Chat Person: I personally would distrust a relationship that required nothing.
me: You asked if I would choose not to be with my friend--if he was not worth it. There are times, when I wish he was not part of my life, yes. I wish that about everyone occasionally, especially when I'm overwhelmed. I don't particularly care what that says about me. I'm well aware that I'm not the poster child of good friends. And, quite honestly, I don't think that will surprise you. However, as to whether or not he's worth it...that's something different altogether. And like it or not, I fell in love with him. Once that happens, I'll pretty much donate all my organs for the person I love. I can't help it. So--there is your answer.

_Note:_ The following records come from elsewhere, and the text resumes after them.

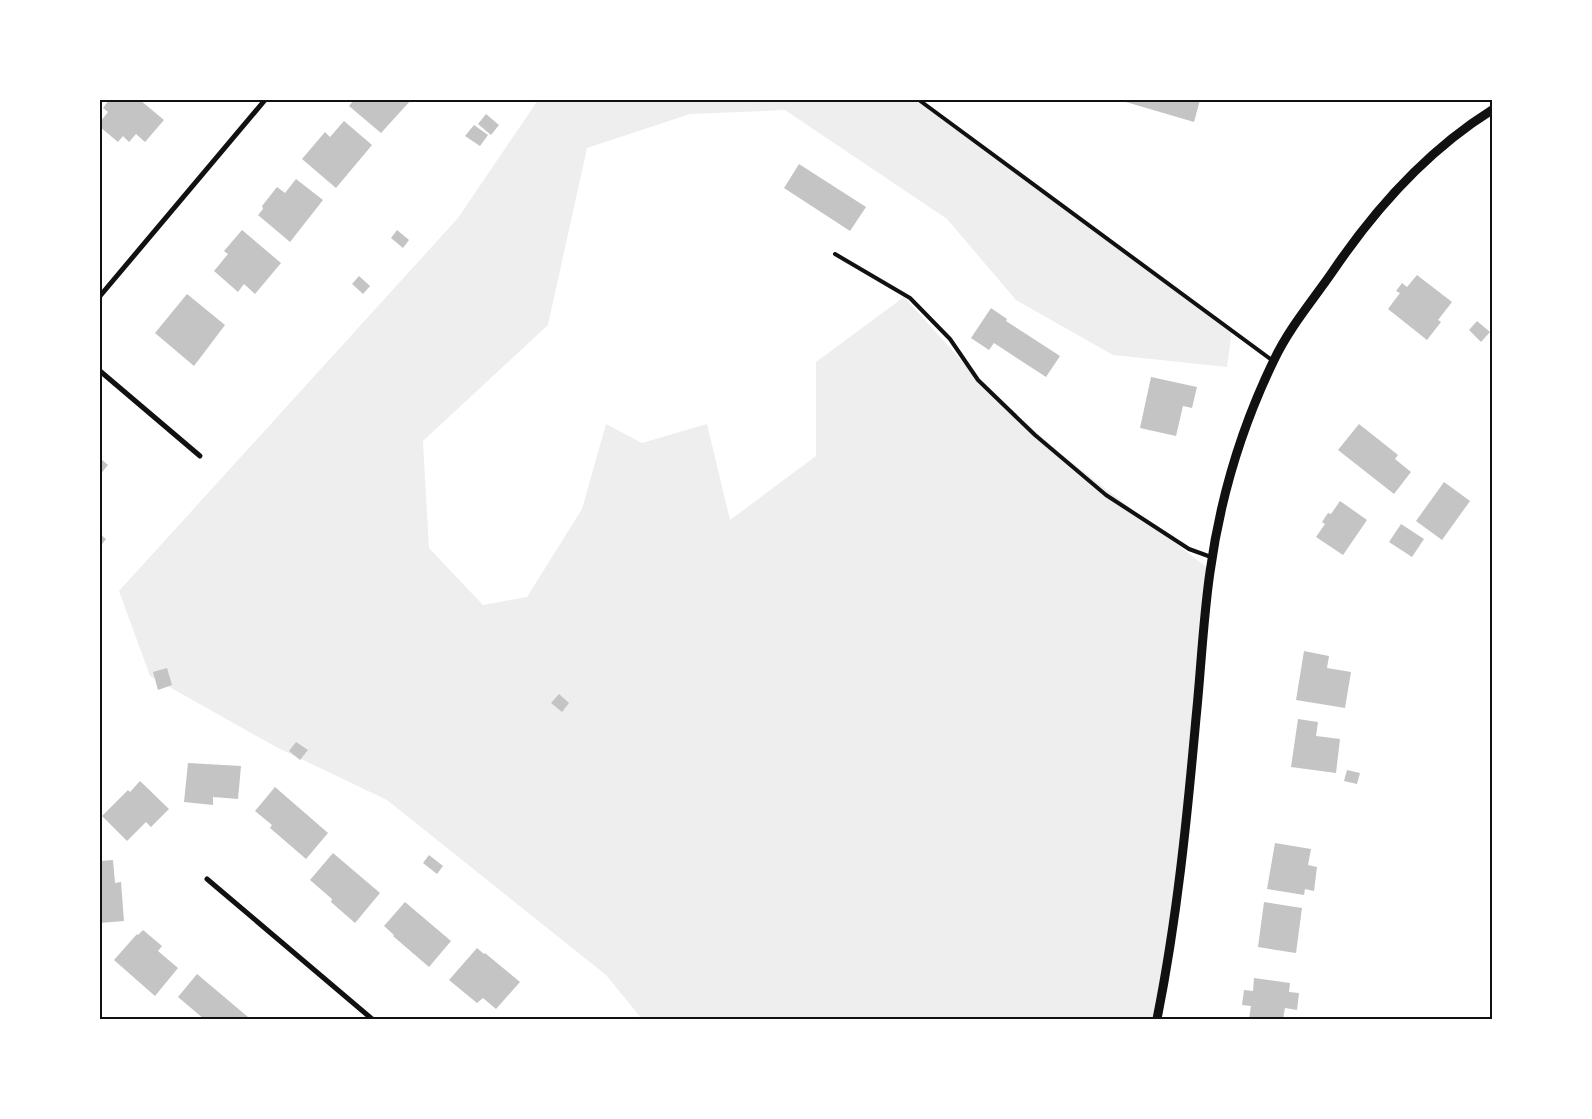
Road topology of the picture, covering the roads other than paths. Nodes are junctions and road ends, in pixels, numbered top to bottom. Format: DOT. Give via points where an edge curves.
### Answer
graph roads {
  1 [pos="265,100"];
  2 [pos="919,100"];
  3 [pos="1492,110"];
  4 [pos="835,254"];
  5 [pos="100,296"];
  6 [pos="1274,361"];
  7 [pos="100,372"];
  8 [pos="200,456"];
  9 [pos="1213,557"];
  10 [pos="207,879"];
  11 [pos="372,1019"];
  12 [pos="1157,1019"];
  1 -- 5 [label="street"];
  2 -- 6 [label="lane"];
  3 -- 6 [label="street" via="1439,150 1395,192 1355,239"];
  4 -- 9 [label="lane" via="910,298 950,339 978,380 1035,435 1106,495 1189,549"];
  6 -- 9 [label="street" via="1246,428 1224,498"];
  7 -- 8 [label="street"];
  9 -- 12 [label="street" via="1181,877"];
  10 -- 11 [label="street"];
}
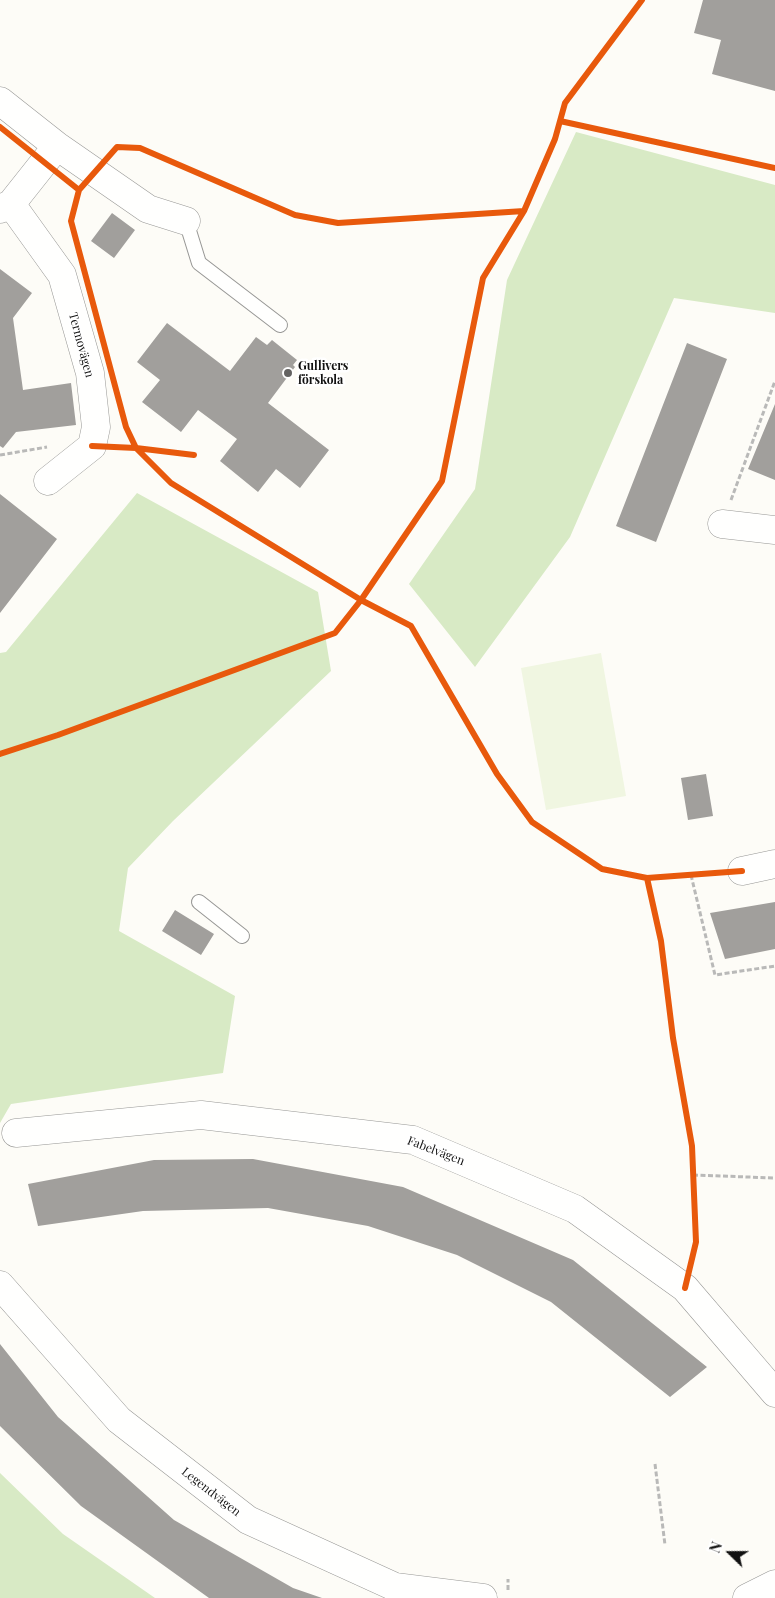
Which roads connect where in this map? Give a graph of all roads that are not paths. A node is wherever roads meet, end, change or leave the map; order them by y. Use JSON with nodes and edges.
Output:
{"nodes":[{"id":1,"x":0,"y":101,"type":"edge"},
{"id":2,"x":57,"y":146,"type":"junction"},
{"id":3,"x":6,"y":206,"type":"edge"},
{"id":4,"x":186,"y":221,"type":"joint"},
{"id":5,"x":280,"y":325,"type":"dead end"},
{"id":6,"x":48,"y":481,"type":"dead end"},
{"id":7,"x":722,"y":524,"type":"road end"},
{"id":8,"x":775,"y":530,"type":"edge"},
{"id":9,"x":775,"y":864,"type":"edge"},
{"id":10,"x":742,"y":870,"type":"dead end"},
{"id":11,"x":199,"y":902,"type":"dead end"},
{"id":12,"x":242,"y":936,"type":"dead end"},
{"id":13,"x":16,"y":1133,"type":"dead end"},
{"id":14,"x":0,"y":1285,"type":"edge"},
{"id":15,"x":775,"y":1393,"type":"edge"},
{"id":16,"x":775,"y":1584,"type":"edge"},
{"id":17,"x":483,"y":1598,"type":"edge"},
{"id":18,"x":747,"y":1598,"type":"edge"}],
"edges":[{"from":1,"to":2,"type":"street"},
{"from":2,"to":3,"type":"street","name":"Termovägen"},
{"from":2,"to":4,"type":"street"},
{"from":3,"to":6,"type":"street","name":"Termovägen"},
{"from":4,"to":5,"type":"lane"},
{"from":7,"to":8,"type":"street"},
{"from":9,"to":10,"type":"street"},
{"from":11,"to":12,"type":"lane"},
{"from":13,"to":15,"type":"street","name":"Fabelvägen"},
{"from":14,"to":17,"type":"street","name":"Legendvägen"},
{"from":16,"to":18,"type":"street"}]}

The truth is that 30 minutes after this conversation, I was feeling no more antagonism toward anyone. It was a fleeting thing which I should simply have waited out. As the day progressed my stress levels increased. By dinnertime I was unable to eat, on the verge of laughing (or crying) hysterically, and absolutely irrational.

So--I went for a walk. I walked outside the city limits to a place where there are fields and dirt roads. The fields were green, the sky an incredible blue, the clover was in blossom and it smelled lovely. I walked for an hour and a half, and came home feeling much better.

Tonight I'm calm, but still wondering if I should avoid people for awhile. I feel poisonous when I talk during a PTSD episode. There is still random anger floating about inside. It seems to direct itself toward everyone I love, especially the person kind enough to spend time with me.

I had a dream last night. I was talking with a loved one in the manner I was speaking today. I was vicious and spiteful. He waited until I was finished with my unkind tirade, then he walked over to me, put his arms around me and said, "You're hurting again, aren't you." I said no. He hugged me and said, "It's okay. I'll just stay here until you feel better."

I woke up crying. I realized that many times in my dreams I allow people I love to act out what I wish had happened when I was hurt as a child and teen. It feels wrong to do that, somehow--to put them in a situation where they act differently from how they would in real life. And I feel guilty that I allow it to happen. But there is also a part of me that, for just a moment, feels absolutely safe. It's a rather remarkable feeling.

Someday, when everyone knows everything, and those friends find out that in my dreams I let them hold me when I was hurting, I hope they'll forgive me.


  1. Forgive you? I imagine they'll be thrilled that you wanted them there to comfort you when you needed it most.

  2. That's a beautiful dream.

    Most of us are bad at recognizing when people's negative behavior is because they are hurting.* I greatly regret the times when I should have showed love to someone who was hurt and instead reacted defensively to their unhappiness. I expect that your friends and family wish they had showed you that they loved you when you were hurt.

    *You, however, are exceptionally good at it. I always appreciate your perspective, because you're much more understanding of people.